Après une douzaine d'ouvrages critiques (monographies, éditions, anthologies et actes), Luciano Curreri se remet en jeu comme « narrateur ». Il n'est pas simple de rendre compte de son nouveau choix, où transparaît en tout état de cause un peu de son activité d‘essayiste et d'historien de la culture.

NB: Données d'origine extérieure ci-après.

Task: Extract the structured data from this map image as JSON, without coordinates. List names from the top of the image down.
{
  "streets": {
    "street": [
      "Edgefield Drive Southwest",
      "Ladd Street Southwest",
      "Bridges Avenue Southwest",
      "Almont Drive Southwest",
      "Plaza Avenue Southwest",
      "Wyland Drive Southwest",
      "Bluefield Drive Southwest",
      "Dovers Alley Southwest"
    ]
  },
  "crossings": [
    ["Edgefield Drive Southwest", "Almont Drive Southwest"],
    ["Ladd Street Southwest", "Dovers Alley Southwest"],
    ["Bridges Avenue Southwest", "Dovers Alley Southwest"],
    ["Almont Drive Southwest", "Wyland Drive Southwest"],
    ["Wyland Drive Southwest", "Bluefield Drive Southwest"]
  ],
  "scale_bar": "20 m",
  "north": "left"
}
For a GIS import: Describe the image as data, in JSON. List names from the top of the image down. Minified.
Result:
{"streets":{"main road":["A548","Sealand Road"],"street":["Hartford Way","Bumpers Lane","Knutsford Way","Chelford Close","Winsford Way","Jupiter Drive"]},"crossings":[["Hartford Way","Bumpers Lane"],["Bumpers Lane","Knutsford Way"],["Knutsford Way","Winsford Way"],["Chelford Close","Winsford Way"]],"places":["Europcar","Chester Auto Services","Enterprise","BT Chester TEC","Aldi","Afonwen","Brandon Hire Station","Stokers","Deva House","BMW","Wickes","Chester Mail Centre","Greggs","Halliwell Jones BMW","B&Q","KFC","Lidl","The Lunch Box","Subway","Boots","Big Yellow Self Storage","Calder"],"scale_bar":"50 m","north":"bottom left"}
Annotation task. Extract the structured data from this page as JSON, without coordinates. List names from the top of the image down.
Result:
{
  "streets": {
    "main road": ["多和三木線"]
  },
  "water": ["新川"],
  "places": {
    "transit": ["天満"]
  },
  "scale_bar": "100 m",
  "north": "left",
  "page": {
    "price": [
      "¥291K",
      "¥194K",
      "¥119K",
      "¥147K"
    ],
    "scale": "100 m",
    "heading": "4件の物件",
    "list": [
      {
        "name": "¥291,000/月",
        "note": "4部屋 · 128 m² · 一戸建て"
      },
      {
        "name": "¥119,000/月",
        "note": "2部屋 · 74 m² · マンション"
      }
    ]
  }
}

La première nouvelle, A ciascuno i suoi morti (À chacun ses morts), sert de titre à l'ouvrage et dépeint les affres d'un écrivain déchiré entre sa passion d'écrire et la maladie de son enfant. Dans les autres nouvelles un poète amateur du beau sexe se prend pour Gabriele d'Annunzio et la mort d'un père typographe sert de prétexte à une discussion sur les livres, sur celui que chacun devrait écrire même pour dire qu'il ne lui est rien arrivé et sur les essais qui sont de vrais livres dans les livres. Avec Un orso a fragole, (Un ours aux fraises), un professeur et son élève dialoguent sur l'improbable réalité des choses : comment tutoyer la vie, la vivre sans y être nécessairement préparé. Dans Una data (Une date), Luciano Curreri joue avec la langue de Dante. Il débute avec une période torrentielle – treize lignes sans ponctuation ! – chère à Pier Vittorio Tondelli (notamment dans Altri libertini, de 1980). Il poursuit en multipliant néologismes, diminutifs et images à l'emporte-pièce pour conclure que le sexe peut être triste. Dans Storia del sudore (Histoire de la sueur) un auteur en herbe exprime sa haine du papier buvard et ses émotions d'adolescent en écrivant : « Quand il pleut, c'est comme si le monde pleurait ». Pendant ma jeunesse, raconte le héros de Della luna al posto del sole (De la lune au lieu du soleil), j'ai lu comme un fou tout en me méfiant des bibliothèques et de ceux qui lisent le crayon collé aux doigts. Ils ne se rendent pas compte que s'ils soulignent tout, c'est comme s'ils ne soulignaient rien. Mon père m'avait appris à lire mais il personnifiait le « non ». Un jour, je cessai de l'appeler « papa », je jetai mes livres et me mis à la guitare. À l'université, je passai mon temps couché, j'allais voir les filles. J'ai fini par obtenir une chaire de professeur de Lettres à Ferrare.
L'écriture est alerte, plaisante, bien différente de la prose de l'essayiste, multiforme, résolument moderne, décoiffante. Les mots jaillissent. On pense à Stefano Benni. Les thèmes, à l'occasion autobiographiques, se bousculent et évoluent de paragraphe en paragraphe. Le ton est ironique, direct, familier, plaisamment scatologique, parfois crypté, presque surréaliste. Le recueil, plaira à tous ceux que la langue de Dante, assurément revivifiée, intéresse.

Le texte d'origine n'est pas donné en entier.